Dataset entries
○ ○ ○ ○ ○

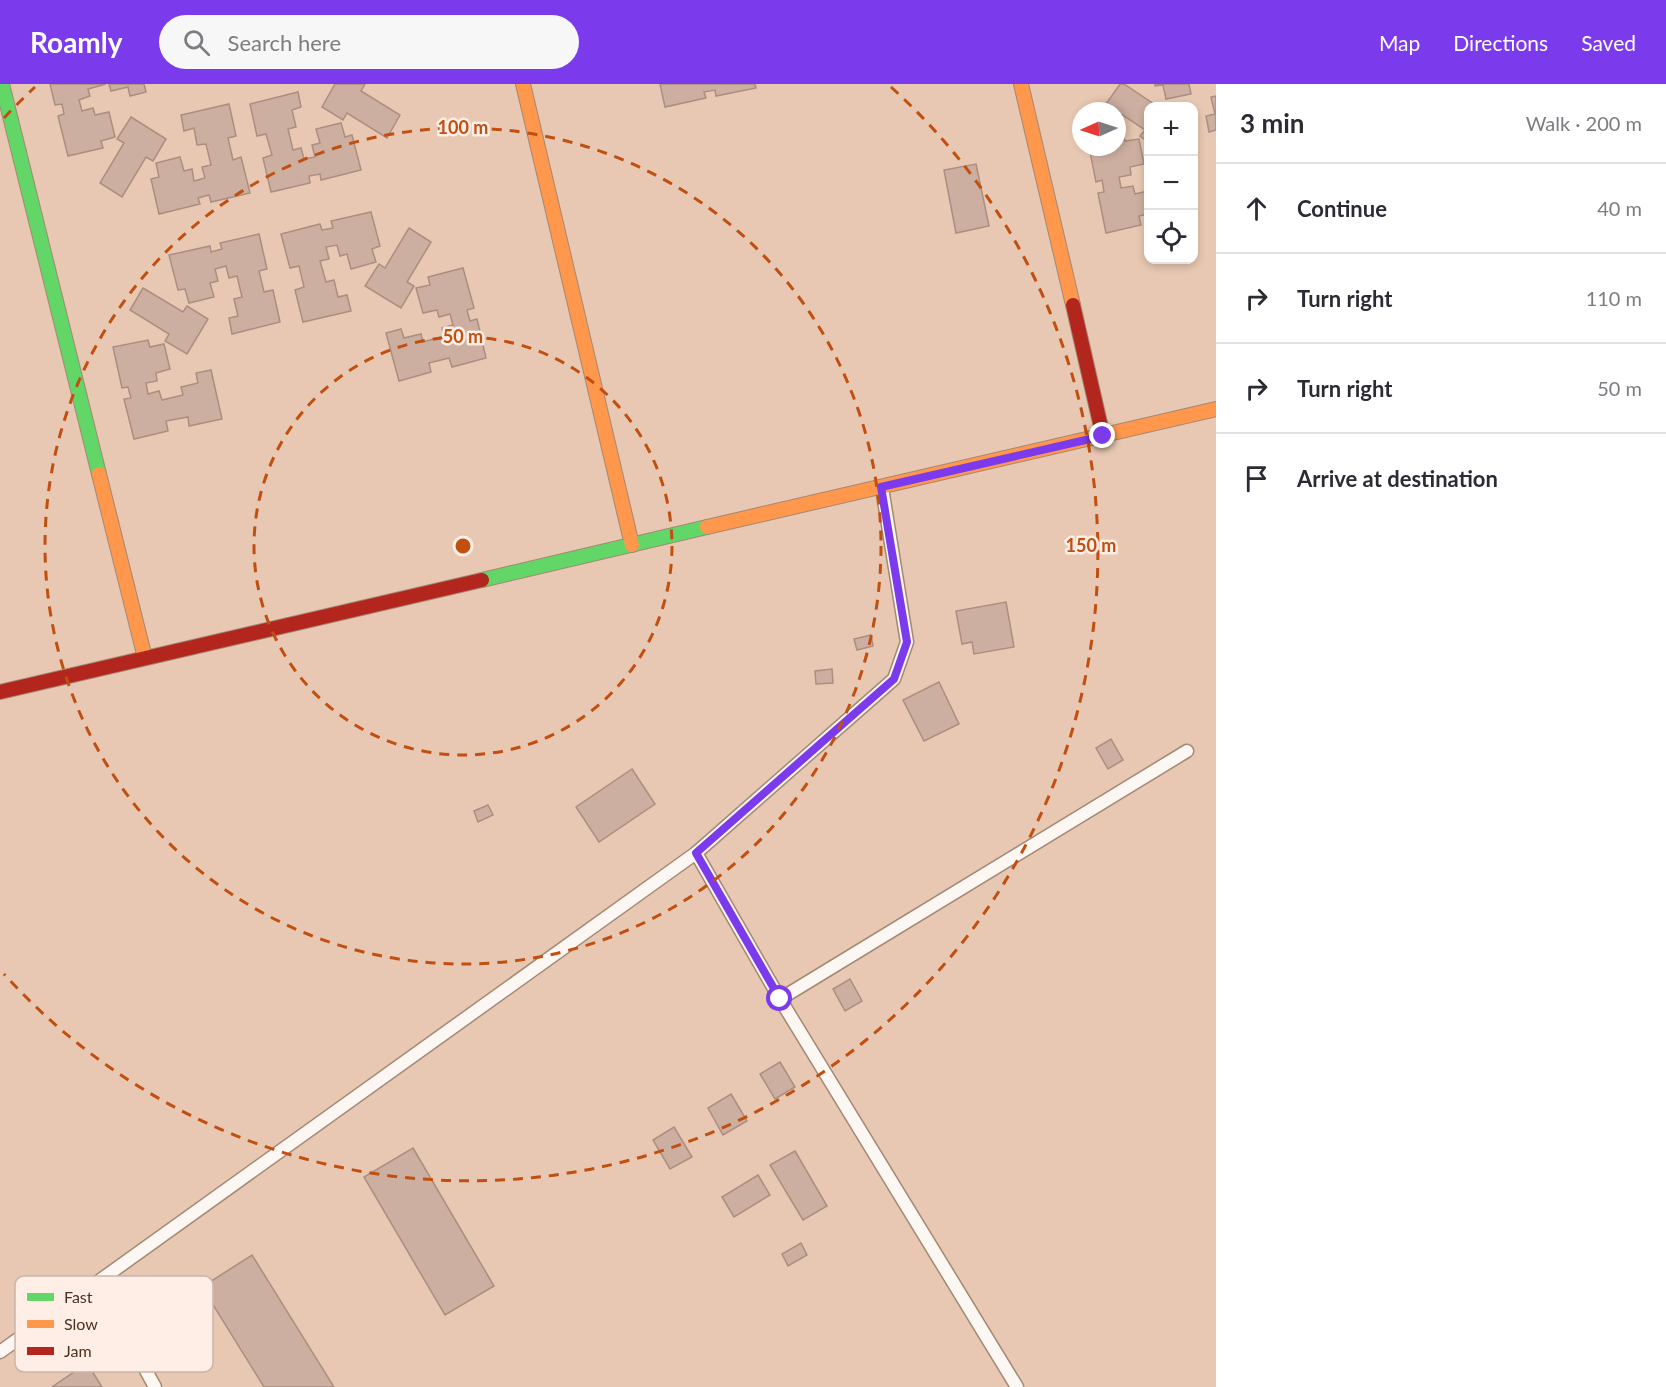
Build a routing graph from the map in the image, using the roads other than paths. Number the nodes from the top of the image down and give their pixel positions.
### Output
1 (2, 84) edge
2 (523, 84) edge
3 (1021, 84) edge
4 (1216, 409) edge
5 (1103, 436) junction
6 (881, 487) junction
7 (632, 545) junction
8 (146, 658) junction
9 (0, 692) edge
10 (1187, 750) dead end
11 (696, 853) junction
12 (780, 999) junction
13 (106, 1276) edge
14 (15, 1341) edge
15 (0, 1352) edge
16 (146, 1372) edge
17 (154, 1387) edge
18 (1017, 1387) edge

1 - 8 street
2 - 7 street
3 - 5 street
4 - 5 street
5 - 6 street
6 - 7 street
6 - 11 lane
7 - 8 street
8 - 9 street
10 - 12 lane
11 - 12 lane
11 - 13 lane
12 - 18 lane
14 - 15 lane
16 - 17 lane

○ ○ ○ ○ ○

Activity: Could you reproduce every record above exactly, leaving out the pictures?

Solution:
Build a routing graph from the map in the image, using the roads other than paths. Number the nodes from the top of the image down and give their pixel positions.
### Output
1 (2, 84) edge
2 (523, 84) edge
3 (1021, 84) edge
4 (1216, 409) edge
5 (1103, 436) junction
6 (881, 487) junction
7 (632, 545) junction
8 (146, 658) junction
9 (0, 692) edge
10 (1187, 750) dead end
11 (696, 853) junction
12 (780, 999) junction
13 (106, 1276) edge
14 (15, 1341) edge
15 (0, 1352) edge
16 (146, 1372) edge
17 (154, 1387) edge
18 (1017, 1387) edge

1 - 8 street
2 - 7 street
3 - 5 street
4 - 5 street
5 - 6 street
6 - 7 street
6 - 11 lane
7 - 8 street
8 - 9 street
10 - 12 lane
11 - 12 lane
11 - 13 lane
12 - 18 lane
14 - 15 lane
16 - 17 lane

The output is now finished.